Although DeVille’s an affable chap, his music and lyrics take on a serious tone. You wouldn’t know it by “Kill Girl” alone—that one’s a fun splash into big-eyed ‘60s sci-fi—but a double-spin through Unbreakable shows DeVille’s lyrics deep in metaphor, stories of life cloaked in the virtues and vices of rock ‘n’ roll. To use a well-known rockabilly cliché, Unbreakable is bad music for bad people, and DeVille, if asked mid-milkshake, probably wouldn’t deny that either. MAD SIN are a kind/unkind reflection on the state of things.
“We’re not a fun band, but we love fun, and we love to have fun,” says DeVille. “Lyrically, we bring certain messages in metaphoric ways. There’s always a deeper, anarchistic meaning to our lyrics. We do carry a message, and often you have to read between the lines to understand the message. The lyrics have been in my head for such a long time. Every song on Unbreakable has a message or a meaning. I would like for the lyrics to have a different meaning to our fans than they do to me. That’s important.”

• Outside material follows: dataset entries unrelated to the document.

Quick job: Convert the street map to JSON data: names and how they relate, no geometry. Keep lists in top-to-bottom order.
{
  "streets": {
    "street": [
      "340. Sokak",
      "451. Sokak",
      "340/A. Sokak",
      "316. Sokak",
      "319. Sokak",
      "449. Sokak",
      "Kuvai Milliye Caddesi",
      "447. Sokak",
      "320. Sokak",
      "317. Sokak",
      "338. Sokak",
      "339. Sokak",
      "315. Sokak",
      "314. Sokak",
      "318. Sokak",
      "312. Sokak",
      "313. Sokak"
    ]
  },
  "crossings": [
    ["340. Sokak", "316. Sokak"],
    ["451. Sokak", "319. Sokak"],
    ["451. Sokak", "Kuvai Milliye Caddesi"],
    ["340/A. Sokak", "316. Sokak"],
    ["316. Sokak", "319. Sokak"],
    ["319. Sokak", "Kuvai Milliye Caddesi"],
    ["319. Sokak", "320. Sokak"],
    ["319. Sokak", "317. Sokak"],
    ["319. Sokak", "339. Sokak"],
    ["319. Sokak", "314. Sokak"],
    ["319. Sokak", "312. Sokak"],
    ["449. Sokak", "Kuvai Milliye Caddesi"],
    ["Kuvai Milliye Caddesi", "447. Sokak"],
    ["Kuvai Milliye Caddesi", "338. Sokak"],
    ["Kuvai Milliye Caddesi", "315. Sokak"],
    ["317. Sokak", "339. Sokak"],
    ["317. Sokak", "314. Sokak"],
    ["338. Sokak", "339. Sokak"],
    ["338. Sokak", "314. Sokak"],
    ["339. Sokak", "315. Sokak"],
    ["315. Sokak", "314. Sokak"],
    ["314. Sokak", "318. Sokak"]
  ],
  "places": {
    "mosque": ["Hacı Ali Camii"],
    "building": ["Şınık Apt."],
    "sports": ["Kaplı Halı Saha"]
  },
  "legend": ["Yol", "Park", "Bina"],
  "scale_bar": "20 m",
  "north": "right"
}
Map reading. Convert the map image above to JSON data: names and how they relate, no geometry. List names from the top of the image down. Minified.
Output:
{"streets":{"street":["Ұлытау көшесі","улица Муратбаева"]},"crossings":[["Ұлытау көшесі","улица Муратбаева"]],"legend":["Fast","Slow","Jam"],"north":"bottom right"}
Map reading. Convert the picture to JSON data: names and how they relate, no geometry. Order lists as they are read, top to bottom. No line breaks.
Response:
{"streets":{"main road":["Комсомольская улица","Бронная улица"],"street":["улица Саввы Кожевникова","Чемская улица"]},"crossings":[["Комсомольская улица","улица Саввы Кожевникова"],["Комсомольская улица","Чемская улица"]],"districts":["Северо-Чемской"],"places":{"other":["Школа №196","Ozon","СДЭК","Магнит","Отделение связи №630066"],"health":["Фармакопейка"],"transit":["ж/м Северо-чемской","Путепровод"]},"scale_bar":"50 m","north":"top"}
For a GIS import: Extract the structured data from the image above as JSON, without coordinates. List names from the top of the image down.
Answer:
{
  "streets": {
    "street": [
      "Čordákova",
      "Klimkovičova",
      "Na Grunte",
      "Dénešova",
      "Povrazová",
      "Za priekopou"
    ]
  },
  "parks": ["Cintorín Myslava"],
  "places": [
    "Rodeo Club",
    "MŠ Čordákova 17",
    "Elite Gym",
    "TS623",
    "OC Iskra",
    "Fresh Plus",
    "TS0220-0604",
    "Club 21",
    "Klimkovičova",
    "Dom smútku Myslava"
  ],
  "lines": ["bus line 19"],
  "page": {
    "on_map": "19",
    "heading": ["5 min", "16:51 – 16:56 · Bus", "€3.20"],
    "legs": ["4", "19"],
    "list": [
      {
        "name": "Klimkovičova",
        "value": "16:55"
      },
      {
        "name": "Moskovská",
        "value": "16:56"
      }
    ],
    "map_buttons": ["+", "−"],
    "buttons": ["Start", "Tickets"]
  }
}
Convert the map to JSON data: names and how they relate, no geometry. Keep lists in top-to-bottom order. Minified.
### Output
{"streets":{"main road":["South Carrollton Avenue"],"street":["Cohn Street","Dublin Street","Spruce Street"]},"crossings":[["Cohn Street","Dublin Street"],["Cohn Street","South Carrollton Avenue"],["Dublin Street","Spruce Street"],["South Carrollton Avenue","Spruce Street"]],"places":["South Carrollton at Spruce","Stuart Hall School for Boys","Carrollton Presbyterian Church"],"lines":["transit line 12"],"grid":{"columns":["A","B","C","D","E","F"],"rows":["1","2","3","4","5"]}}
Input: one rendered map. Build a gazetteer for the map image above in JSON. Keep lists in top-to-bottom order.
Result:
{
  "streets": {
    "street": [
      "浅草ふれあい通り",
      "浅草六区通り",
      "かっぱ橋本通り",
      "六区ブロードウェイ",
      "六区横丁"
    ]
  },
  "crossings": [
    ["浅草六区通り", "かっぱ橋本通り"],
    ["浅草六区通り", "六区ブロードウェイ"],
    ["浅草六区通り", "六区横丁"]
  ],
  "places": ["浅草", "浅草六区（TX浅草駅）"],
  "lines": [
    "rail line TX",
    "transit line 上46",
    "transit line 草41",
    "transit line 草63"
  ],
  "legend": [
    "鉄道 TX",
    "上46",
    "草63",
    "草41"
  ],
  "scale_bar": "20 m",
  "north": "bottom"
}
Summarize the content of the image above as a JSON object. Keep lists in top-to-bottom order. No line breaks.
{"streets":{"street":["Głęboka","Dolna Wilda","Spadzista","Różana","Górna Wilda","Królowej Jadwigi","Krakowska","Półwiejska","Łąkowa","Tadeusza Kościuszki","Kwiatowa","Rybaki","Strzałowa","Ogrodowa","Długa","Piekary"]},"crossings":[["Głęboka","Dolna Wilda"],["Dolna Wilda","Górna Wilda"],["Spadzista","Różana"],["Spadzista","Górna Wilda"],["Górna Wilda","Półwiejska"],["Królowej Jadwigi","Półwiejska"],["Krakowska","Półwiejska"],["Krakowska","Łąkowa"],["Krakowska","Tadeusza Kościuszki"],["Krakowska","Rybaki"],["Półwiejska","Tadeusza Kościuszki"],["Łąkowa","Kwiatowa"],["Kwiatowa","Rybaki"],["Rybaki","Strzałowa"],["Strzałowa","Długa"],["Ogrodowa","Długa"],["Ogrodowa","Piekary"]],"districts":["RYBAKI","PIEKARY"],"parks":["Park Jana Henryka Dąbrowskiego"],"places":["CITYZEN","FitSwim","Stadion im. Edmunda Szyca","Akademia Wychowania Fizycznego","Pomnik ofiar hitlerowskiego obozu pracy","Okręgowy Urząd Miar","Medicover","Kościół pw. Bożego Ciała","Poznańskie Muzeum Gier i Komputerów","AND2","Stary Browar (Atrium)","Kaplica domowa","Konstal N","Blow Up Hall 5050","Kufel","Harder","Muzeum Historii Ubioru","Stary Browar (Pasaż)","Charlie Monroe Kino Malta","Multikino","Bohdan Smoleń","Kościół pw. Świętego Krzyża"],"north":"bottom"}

When it was all nailed down and as impressive as a properly coifed pompadour, MAD SIN holed up in Kápita Studio in Catalonia, Spain. There, they committed Unbreakable to eternity. Assisted by engineer and mixing gurus Albert Suzmosas and Alicia Marin Martinez, DeVille and his band put everything into their old ball and chain. For maximal results, MAD SIN brought in Sascha “Busy” Bühren (Seeed, Motörhead, Iced Earth, The BossHoss…) and TrueBusyness Studio in Berlin to master it. The overall production is bright and gritty yet crisp and street-wise. It’s psycho/punkabilly for a new era.
“I’m very happy with the sound on the new record,” says DeVille. “This album reflects a lot of my/our personal tastes. It’s so wide. Anything that feels real to me is, in my universe, good music. It doesn’t matter the style. No matter if it’s punk, hardcore, metal or blues—well, everything’s the blues at the end of the day—garage, (real) country, or rockabilly, it has to be real. I don’t want barriers, but I want my style. That’s what we got on Unbreakable.”

As for next steps, MAD SIN are wise to the realities of the day. Their footloose lifestyle isn’t the same at the moment. That gigs large and small, tight and loose, from one end of the world to the other aren’t possible now. For sure, they’ll celebrate Unbreakable’s release.
“We want our fans to be a part of Unbreakable,” DeVille says. “They’ve made it possible that we’re still alive. We owe them everything.”